Hi All,We are using the - BeMicro SDK board - (no link provided as need more than five posts) I'm trying to measure the dhrystone performance of this set up. (i.e. to determine if this core has enough performance for our application) The BeMicro SDK was running pre-complied ulinux using the example from the altera wiki. (no link provided as need more than five posts) Summary as follows:- Nios II/f - clocked at 100Mhz Instruction cache 4Kbytes Data cache 2Kbytes Nios II/f - ulinux running from 64Mbytes of DDR RAM (the application will be running from ddr ram) ulinux included the dhrystone benchmark, result as follows:- Trying 500000 runs through Dhrystone Microseconds for one run through Dhrystone: 45.5 Dhrystones per Second: 21997.4 Converting to DMIP 12.5 - seems very low The hardware guys tried to re-generate the reading as produced by Altera (no link provided as need more than five posts)Microseconds for one run through Dhrystone: 26.8 Dhrystones per Second: 37379.7 DMIPS rating = 21.275 Increasing the Instruction / Data cache to 8K improved the result (however no sram blocks were left) DMIPS rating = 34 However, we need a DMIPS score of at least 100 in the Cyclone range.... Can this be achieved? We can increase the processor speed to 150Mhz, but thats not enough Thanks
I'm not sure exactly what the Dhrystone benchmark does...Given the effect of cache sizes, you really need a test that is much the same as the code you need to run - not some random benchmark. For maximum performance you may need to look carefully at the generated code: 1) Compile with -O2 or -O3. 2) Arrange that all memory accesses are either relative to %gp, or done relative to a global register variable (slightly better than %gp). 3) Avoid instruction stalls following memory reads. 4) Avoid mis-predicted branches, arrange to use the 'branch not taken' path if at all possible. 5) Avoid the compiler doing register spills to stack. 6) Consider using custom instructions for some operations. Some of the above are probably rather difficult if you are running any form of operating system! I removed almost all the spare instructions, unnecessary memory accesses and pipeline stalls from some code that does hdlc in software - I got that down to 149 clocks (max) per byte for rx and tx.

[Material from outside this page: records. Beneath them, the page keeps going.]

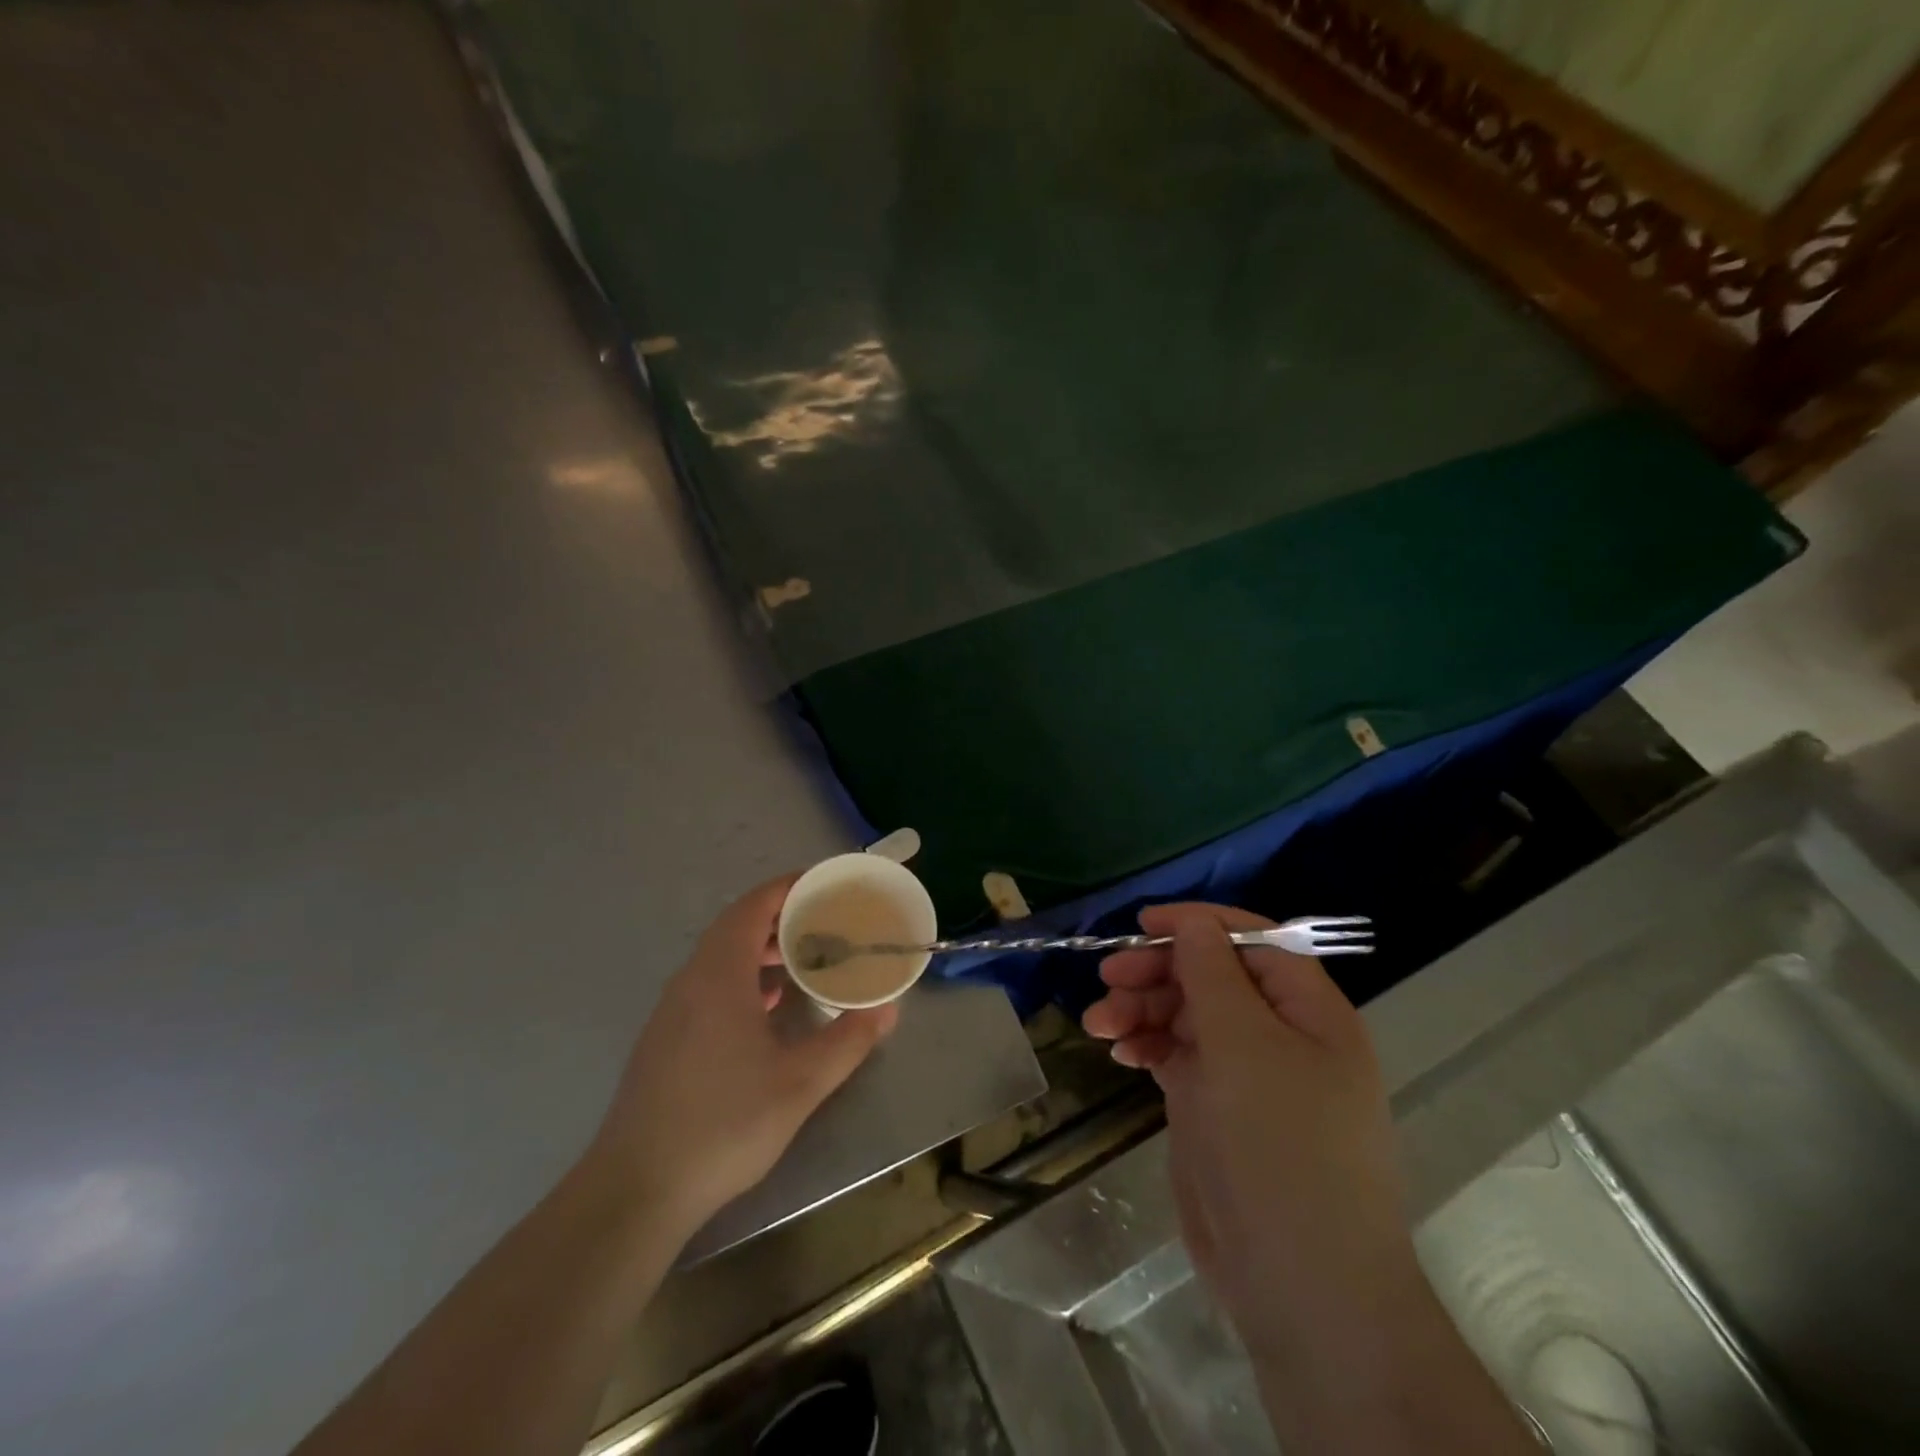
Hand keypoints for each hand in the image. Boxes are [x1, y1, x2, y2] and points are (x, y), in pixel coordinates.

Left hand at [585, 877, 897, 1239]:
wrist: (637, 1189)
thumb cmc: (723, 1124)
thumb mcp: (800, 1084)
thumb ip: (847, 1041)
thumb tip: (887, 1009)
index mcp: (720, 975)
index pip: (753, 906)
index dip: (788, 887)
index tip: (826, 883)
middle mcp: (691, 980)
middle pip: (736, 926)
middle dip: (782, 916)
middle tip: (827, 921)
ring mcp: (673, 1011)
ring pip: (721, 957)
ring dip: (761, 948)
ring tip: (805, 958)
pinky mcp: (666, 1039)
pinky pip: (709, 984)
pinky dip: (744, 977)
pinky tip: (768, 1006)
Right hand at [1084, 905, 1534, 1455]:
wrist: (1301, 1288)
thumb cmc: (1280, 1148)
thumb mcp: (1244, 1045)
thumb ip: (1213, 974)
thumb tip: (1192, 922)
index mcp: (1308, 1011)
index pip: (1253, 941)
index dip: (1198, 924)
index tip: (1141, 924)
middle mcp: (1280, 1034)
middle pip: (1212, 976)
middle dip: (1158, 971)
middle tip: (1107, 978)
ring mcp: (1246, 1074)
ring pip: (1187, 1015)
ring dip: (1142, 1008)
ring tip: (1098, 1023)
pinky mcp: (1215, 1107)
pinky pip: (1176, 1055)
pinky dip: (1146, 1044)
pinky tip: (1118, 1050)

Thanks dslWill be using an operating system, can't use linux so will be probably use ucosII. For our application the Ethernet input could be upto 80% loaded and we need to store some of this data (upd / tcp + commercial grade web server) The application has a lot of other thinks to do as well. "i'm not sure exactly what the dhrystone benchmark does...
given the effect of cache sizes, you really need a test that is much the same as the code you need to run - not some random benchmark."
Agree, however no code exists... This is just to get warm feeling that the processor has enough power (anything with no caches will be too slow). The application will be fairly big and multi tasking (can't fit into internal sram block), likely to run from DDR ram...caches are there to over come slow performance of DDR ram Have not got that warm feeling yet, will attempt to try some performances tests using ucosII and InterNiche stack
If you are doing a lot of TCP/IP then the checksum routine needs some TLC.The nios cpu doesn't have a 32bit 'add with carry' instruction so the checksum loop is horrid, a custom instruction to add the two 16bit halves of one word onto another helps no end. The byteswap one will help elsewhere (if you can persuade the compiler to use it properly). But I'm not at all sure any 100MHz cpu can 80% load a 100M ethernet with non-trivial traffic.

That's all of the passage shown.